Find each line below that includes "linejoin", then copy it.

Collected data entries
-------

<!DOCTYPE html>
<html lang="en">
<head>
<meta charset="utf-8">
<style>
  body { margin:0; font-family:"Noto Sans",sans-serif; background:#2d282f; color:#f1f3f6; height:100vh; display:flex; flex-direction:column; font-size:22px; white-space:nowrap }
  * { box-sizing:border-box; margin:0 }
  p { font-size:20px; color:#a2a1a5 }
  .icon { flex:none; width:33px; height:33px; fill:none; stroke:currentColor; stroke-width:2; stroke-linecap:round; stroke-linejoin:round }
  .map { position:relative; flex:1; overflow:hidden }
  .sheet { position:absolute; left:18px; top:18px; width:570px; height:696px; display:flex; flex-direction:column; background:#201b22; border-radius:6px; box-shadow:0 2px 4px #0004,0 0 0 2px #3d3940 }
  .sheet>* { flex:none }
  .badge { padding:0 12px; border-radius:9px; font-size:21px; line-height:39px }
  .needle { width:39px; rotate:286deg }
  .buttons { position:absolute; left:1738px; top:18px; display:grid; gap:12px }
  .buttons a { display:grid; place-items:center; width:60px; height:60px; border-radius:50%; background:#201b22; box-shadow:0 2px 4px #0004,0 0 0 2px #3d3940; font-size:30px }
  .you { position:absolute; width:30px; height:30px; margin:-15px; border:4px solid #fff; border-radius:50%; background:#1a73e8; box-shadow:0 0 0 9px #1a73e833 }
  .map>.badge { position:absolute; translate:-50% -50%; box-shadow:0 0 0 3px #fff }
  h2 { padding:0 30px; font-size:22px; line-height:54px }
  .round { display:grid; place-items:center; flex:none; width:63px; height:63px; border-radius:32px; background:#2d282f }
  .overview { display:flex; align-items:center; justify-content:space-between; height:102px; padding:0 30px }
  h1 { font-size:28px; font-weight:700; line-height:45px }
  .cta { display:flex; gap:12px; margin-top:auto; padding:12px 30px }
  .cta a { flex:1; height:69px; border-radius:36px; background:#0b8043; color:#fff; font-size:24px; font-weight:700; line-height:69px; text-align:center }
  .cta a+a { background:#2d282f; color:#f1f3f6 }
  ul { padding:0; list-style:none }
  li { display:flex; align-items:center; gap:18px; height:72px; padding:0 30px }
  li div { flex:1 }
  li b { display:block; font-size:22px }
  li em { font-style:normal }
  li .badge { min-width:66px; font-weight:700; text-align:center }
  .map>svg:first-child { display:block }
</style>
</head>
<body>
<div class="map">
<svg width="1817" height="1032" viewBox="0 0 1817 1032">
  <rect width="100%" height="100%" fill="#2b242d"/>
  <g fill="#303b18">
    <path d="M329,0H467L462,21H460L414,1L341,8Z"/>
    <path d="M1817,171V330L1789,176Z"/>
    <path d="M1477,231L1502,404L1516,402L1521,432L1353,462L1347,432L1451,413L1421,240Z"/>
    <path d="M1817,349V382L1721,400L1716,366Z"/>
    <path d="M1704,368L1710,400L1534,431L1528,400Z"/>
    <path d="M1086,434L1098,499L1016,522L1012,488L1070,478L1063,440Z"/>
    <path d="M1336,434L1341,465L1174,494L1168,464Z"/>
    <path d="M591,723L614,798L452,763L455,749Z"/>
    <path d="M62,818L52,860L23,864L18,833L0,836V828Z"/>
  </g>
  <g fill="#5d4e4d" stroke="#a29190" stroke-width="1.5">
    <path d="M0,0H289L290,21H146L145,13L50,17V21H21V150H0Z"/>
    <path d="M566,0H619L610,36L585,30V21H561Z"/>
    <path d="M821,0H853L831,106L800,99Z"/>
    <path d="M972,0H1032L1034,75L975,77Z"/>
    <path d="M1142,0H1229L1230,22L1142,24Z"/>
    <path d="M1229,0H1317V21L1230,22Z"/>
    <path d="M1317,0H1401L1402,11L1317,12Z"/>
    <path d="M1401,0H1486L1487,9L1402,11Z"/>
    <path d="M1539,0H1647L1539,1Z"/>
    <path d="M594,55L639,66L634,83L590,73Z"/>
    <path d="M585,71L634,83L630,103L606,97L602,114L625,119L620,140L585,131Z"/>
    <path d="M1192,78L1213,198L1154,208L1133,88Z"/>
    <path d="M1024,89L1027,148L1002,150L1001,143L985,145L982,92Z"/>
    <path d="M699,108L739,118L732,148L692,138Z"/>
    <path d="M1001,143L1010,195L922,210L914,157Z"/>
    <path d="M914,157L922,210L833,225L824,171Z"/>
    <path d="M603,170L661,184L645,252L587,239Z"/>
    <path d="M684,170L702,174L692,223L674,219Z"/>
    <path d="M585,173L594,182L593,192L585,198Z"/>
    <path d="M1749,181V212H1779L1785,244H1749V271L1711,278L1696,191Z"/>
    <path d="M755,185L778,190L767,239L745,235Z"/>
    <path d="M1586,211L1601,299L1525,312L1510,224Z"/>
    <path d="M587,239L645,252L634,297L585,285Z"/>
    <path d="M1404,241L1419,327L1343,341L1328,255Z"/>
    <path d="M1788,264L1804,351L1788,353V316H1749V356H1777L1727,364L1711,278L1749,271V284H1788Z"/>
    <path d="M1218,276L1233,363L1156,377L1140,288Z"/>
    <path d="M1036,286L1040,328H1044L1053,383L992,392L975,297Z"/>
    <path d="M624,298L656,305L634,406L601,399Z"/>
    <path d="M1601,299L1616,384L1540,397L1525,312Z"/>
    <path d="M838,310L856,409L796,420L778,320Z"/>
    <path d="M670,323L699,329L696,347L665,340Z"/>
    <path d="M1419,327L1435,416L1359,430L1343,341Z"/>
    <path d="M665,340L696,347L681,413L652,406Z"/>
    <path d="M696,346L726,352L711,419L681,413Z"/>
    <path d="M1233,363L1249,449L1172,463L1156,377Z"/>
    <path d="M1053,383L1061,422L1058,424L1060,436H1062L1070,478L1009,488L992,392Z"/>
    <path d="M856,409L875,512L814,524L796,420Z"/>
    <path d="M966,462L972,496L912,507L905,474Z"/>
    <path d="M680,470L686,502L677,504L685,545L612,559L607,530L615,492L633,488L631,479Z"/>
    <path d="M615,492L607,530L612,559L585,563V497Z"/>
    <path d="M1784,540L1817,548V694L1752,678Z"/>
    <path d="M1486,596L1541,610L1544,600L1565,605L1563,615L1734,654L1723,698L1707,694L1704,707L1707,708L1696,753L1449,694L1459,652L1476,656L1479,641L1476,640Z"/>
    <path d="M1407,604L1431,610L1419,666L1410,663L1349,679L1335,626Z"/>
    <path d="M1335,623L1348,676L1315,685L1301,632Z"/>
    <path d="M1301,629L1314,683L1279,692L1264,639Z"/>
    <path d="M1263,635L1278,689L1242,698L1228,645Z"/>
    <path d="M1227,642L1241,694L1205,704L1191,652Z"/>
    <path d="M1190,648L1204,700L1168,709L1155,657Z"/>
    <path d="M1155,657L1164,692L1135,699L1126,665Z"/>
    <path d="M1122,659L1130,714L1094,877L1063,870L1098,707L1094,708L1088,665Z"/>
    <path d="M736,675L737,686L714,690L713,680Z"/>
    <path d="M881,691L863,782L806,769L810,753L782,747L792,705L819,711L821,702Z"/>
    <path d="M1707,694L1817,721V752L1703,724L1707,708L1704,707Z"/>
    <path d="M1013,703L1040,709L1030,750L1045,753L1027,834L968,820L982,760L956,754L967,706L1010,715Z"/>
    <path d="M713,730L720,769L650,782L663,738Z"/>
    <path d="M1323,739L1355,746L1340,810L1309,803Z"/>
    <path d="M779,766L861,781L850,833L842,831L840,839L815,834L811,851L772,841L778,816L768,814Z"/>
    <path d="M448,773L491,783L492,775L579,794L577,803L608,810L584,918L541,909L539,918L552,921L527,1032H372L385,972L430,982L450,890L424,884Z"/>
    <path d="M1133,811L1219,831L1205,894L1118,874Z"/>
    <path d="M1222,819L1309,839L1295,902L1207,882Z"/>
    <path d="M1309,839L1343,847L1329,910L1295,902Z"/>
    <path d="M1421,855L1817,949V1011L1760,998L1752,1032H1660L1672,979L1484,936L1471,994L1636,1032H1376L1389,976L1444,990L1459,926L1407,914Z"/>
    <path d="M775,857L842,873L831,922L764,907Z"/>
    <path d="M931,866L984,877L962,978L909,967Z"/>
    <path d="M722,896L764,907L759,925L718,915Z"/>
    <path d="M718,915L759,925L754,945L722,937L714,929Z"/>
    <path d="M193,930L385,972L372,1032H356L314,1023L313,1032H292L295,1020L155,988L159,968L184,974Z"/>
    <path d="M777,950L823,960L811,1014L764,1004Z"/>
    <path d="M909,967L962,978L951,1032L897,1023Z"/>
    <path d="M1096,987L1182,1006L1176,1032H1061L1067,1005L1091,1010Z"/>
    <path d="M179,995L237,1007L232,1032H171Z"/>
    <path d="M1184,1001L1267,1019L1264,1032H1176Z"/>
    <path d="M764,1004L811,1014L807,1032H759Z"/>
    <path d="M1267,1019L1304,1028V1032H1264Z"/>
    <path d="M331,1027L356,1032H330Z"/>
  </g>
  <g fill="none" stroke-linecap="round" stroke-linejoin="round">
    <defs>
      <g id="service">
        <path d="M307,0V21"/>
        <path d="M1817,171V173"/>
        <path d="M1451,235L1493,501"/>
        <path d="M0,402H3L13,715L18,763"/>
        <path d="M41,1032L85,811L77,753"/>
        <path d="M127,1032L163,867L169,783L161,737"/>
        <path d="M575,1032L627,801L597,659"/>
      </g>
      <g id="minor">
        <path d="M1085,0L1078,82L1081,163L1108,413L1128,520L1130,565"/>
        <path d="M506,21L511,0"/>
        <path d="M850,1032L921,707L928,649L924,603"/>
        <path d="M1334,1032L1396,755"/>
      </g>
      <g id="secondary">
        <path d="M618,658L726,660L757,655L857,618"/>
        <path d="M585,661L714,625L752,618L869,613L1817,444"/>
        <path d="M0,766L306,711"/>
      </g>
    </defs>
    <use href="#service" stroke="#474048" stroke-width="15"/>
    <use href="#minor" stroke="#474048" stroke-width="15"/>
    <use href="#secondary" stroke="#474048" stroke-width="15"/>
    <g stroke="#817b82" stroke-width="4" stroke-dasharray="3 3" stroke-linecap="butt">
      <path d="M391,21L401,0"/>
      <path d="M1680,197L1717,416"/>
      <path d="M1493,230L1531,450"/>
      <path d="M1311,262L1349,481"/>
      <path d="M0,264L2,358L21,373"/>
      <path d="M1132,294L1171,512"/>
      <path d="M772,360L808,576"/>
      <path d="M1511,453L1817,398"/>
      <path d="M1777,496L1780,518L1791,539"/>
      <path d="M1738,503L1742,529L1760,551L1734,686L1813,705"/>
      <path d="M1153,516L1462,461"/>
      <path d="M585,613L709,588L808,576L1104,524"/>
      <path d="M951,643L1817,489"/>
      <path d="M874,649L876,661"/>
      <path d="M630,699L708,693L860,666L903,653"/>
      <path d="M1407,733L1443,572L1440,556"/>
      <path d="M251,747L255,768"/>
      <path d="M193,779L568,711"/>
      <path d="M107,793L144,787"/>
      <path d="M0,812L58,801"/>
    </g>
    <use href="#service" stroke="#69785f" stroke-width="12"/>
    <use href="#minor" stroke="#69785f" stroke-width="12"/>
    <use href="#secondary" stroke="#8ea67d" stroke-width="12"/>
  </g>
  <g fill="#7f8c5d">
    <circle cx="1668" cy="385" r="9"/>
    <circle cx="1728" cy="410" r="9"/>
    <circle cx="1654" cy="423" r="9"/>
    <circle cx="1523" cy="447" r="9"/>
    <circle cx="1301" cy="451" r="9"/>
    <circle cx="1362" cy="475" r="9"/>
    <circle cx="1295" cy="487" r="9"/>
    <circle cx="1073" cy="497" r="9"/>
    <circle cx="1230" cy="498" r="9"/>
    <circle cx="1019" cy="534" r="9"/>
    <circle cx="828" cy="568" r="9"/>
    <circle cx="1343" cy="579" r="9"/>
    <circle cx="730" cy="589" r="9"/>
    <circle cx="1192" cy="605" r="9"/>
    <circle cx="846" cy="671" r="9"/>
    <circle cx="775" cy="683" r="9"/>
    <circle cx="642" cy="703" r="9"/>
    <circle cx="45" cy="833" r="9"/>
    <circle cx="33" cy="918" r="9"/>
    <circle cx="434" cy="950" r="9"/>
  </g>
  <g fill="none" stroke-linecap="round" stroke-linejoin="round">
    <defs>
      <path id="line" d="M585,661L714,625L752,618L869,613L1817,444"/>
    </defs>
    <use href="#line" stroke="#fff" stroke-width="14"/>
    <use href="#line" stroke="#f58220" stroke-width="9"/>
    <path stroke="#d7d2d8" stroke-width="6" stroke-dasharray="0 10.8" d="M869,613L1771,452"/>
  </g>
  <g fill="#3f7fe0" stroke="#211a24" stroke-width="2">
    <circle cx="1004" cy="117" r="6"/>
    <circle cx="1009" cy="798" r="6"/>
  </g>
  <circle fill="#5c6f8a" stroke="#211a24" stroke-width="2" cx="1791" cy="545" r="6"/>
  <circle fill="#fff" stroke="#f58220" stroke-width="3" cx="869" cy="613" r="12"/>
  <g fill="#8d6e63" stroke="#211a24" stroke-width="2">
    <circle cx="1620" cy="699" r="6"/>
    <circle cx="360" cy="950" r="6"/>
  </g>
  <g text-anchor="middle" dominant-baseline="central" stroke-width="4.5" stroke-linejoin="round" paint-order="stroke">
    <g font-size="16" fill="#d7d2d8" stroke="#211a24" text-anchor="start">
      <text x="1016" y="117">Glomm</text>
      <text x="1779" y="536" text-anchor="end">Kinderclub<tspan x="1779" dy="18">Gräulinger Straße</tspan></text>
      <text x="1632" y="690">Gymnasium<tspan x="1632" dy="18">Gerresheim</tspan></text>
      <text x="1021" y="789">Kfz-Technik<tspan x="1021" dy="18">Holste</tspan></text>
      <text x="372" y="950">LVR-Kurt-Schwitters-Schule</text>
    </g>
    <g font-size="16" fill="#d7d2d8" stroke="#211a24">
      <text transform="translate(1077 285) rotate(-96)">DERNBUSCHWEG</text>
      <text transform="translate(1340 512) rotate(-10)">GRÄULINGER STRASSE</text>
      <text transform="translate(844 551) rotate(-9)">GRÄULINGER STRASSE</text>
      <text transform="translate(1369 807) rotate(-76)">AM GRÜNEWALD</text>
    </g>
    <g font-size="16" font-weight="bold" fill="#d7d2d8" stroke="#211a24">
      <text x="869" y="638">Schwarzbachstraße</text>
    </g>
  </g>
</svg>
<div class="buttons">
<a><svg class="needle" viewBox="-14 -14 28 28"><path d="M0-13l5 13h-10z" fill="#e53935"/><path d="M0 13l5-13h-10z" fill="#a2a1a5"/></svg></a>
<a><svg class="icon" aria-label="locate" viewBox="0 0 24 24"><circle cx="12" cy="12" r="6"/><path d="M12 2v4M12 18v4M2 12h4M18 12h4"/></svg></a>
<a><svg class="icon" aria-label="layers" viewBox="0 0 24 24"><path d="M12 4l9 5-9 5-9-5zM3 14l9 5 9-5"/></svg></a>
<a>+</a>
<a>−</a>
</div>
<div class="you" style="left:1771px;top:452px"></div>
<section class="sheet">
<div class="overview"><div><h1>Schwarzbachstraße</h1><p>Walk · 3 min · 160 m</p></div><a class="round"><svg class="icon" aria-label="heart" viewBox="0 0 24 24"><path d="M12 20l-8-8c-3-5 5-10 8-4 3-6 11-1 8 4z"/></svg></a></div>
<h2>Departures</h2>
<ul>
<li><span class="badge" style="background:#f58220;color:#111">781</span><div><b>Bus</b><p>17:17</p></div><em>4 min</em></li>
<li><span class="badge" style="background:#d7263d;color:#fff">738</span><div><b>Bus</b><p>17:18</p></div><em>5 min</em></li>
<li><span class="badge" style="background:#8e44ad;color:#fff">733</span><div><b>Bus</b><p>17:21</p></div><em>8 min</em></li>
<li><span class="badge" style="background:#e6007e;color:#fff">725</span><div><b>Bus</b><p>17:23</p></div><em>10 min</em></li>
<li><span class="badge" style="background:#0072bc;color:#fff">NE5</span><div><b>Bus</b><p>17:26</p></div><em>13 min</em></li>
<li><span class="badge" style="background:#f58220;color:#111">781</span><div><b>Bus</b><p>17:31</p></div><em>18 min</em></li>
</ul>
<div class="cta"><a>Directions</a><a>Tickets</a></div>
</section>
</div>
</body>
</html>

-------

| Response to the task |
  .icon { flex:none; width:33px; height:33px; fill:none; stroke:currentColor; stroke-width:2; stroke-linecap:round; stroke-linejoin:round }
  <g fill="none" stroke-linecap="round" stroke-linejoin="round">
  <g fill="none" stroke-linecap="round" stroke-linejoin="round">
  <g text-anchor="middle" dominant-baseline="central" stroke-width="4.5" stroke-linejoin="round" paint-order="stroke">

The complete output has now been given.